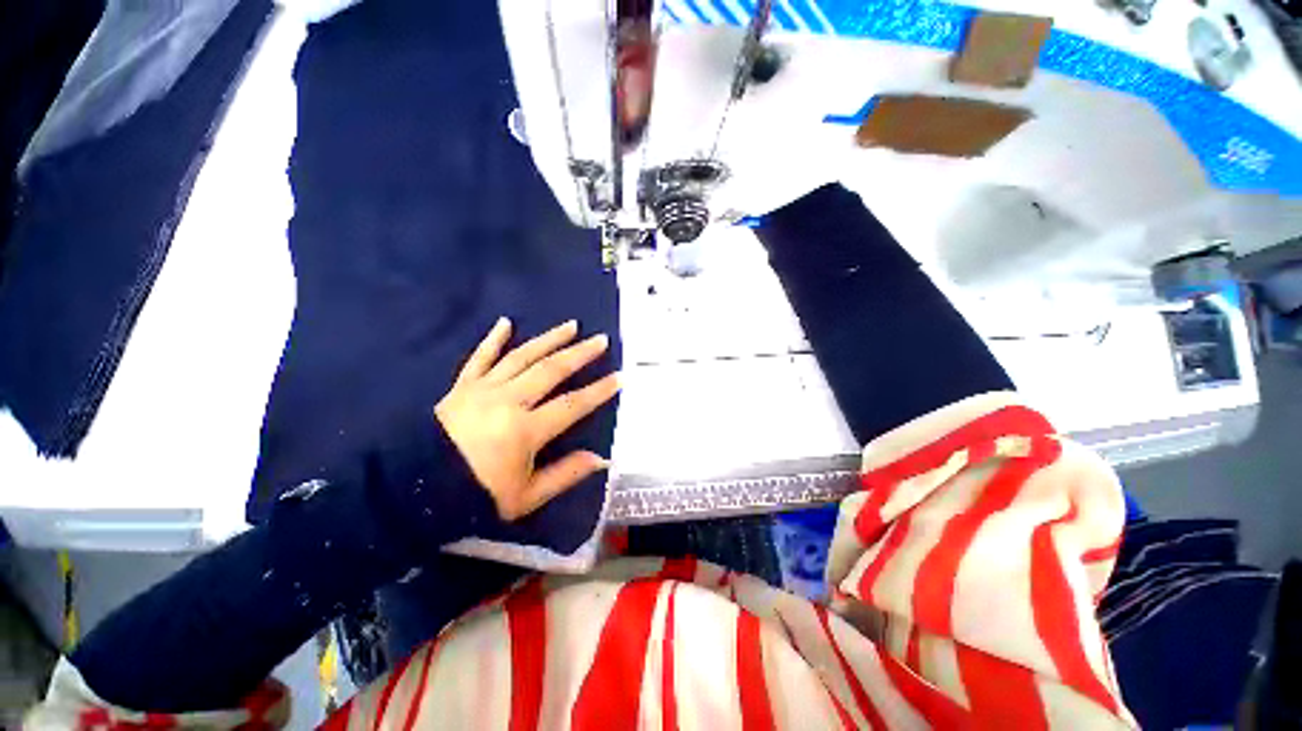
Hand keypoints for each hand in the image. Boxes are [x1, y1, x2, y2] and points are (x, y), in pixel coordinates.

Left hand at [435, 318, 620, 520]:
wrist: (414, 490)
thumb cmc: (475, 496)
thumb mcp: (525, 497)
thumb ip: (565, 475)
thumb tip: (601, 459)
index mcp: (525, 431)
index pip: (572, 405)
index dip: (599, 391)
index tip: (619, 377)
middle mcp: (508, 401)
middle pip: (551, 370)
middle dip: (580, 354)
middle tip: (600, 340)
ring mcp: (483, 390)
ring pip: (522, 357)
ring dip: (549, 339)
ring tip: (571, 325)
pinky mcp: (462, 386)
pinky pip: (480, 357)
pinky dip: (493, 339)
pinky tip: (506, 322)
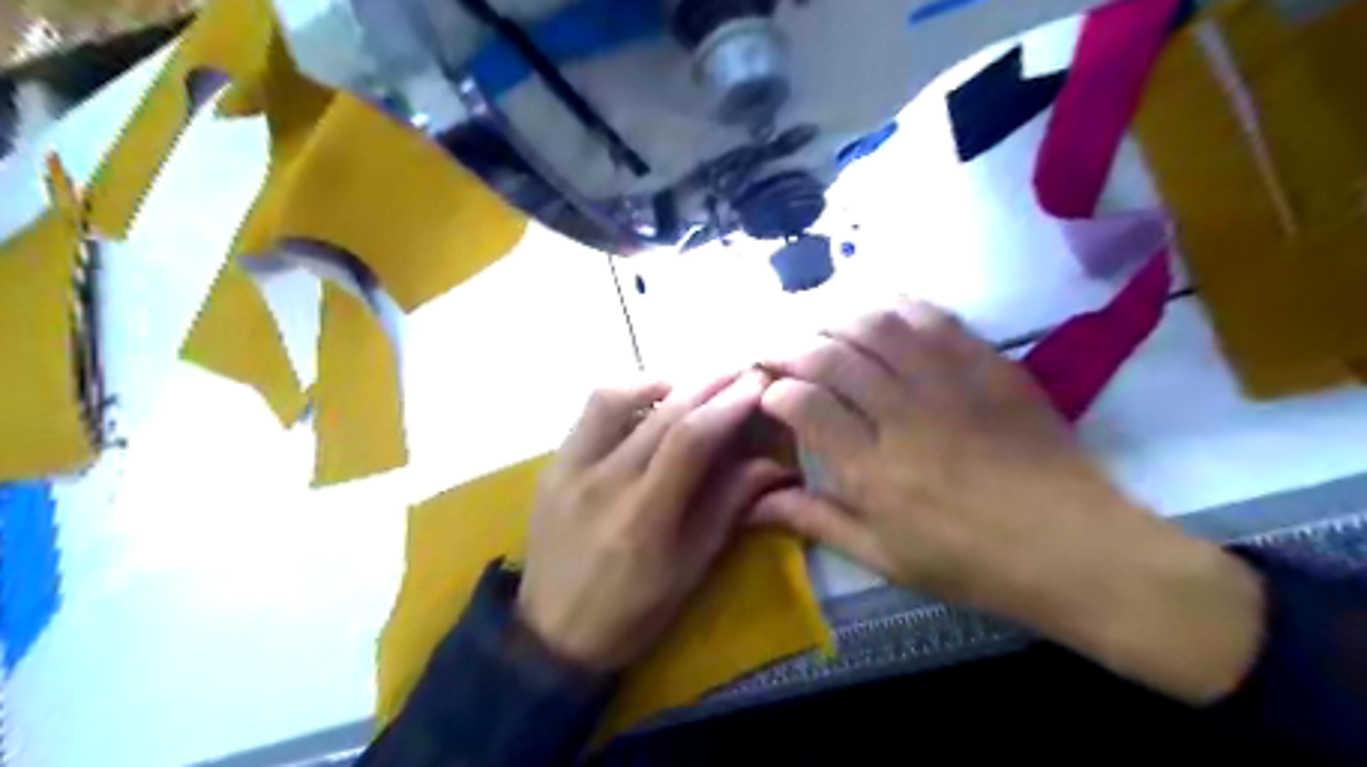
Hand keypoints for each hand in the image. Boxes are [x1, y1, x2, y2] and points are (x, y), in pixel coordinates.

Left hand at [517, 372, 796, 670]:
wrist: (550, 636)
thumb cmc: (632, 614)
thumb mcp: (690, 570)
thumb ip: (728, 508)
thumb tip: (772, 464)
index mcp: (642, 519)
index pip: (690, 440)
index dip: (729, 406)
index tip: (758, 386)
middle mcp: (602, 483)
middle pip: (661, 412)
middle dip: (708, 383)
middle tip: (738, 372)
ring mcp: (568, 469)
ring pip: (614, 395)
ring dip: (661, 382)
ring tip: (691, 388)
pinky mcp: (551, 465)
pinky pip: (589, 413)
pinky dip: (626, 397)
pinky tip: (648, 407)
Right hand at [753, 299, 1265, 699]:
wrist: (1075, 549)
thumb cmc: (971, 564)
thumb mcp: (884, 558)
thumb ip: (816, 521)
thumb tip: (754, 502)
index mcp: (872, 473)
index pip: (803, 406)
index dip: (775, 391)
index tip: (768, 393)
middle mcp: (903, 418)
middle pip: (832, 356)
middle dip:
§
## EXERCISE DETAILS
Give the records again exactly as they stand, so that only the pictures are missing.

## FINAL ANSWER
Hand keypoints for each hand in the image. Boxes are [x1, y1, x2, y2] and points are (x, y), in pixel coordinates.

Left hand at [435, 318, 620, 520]:
wrist: (414, 490)
thumb cmc: (475, 496)
thumb mcp: (525, 497)
thumb ip: (565, 475)
thumb tip: (601, 459)
index mcp: (525, 431)
index pip: (572, 405)
index dip: (599, 391)
index tip: (619, 377)
middle mcp: (508, 401)
middle pip: (551, 370)
middle dip: (580, 354)
middle tip: (600, 340)
ring mcp: (483, 390)
ring pip: (522, 357)
ring dip: (549, 339)
ring tip: (571, 325)
pinky mcp: (462, 386)
pinky pip: (480, 357)
pinky dip: (493, 339)
pinky tip: (506, 322)
Hand keypoints for each hand in the image. Boxes are [x1, y1, x2, y2] and points are (x, y), in pixel coordinates.

Left hand at [517, 372, 796, 670]:
wrist: (550, 636)
thumb cmc: (632, 614)
thumb mcp: (690, 570)
thumb ip: (728, 508)
thumb tip: (772, 464)
index mcp: (642, 519)
index pip: (690, 440)
index dip: (729, 406)
index tip: (758, 386)
middle mcp: (602, 483)
middle pip: (661, 412)
middle dip: (708, 383)
middle tip: (738, 372)
ring mcp: (568, 469)
ring pip: (614, 395)
ring dip: (661, 382)
ring tip: (691, 388)
pinky mcp: (551, 465)
pinky pip: (589, 413)
pinky dip: (626, 397)
pinky tip: (648, 407)
Right hand at [753, 299, 1265, 699]:
wrist: (1075, 549)
thumb cmc: (971, 564)
thumb mcp: (884, 558)
thumb ip: (816, 521)
thumb tip: (754, 502)
index mcp: (872, 473)
index pip: (803, 406)
index dip: (775, 391)
index tip: (768, 393)
middle mcp: (903, 418)
middle pip: (832, 356)
middle dip:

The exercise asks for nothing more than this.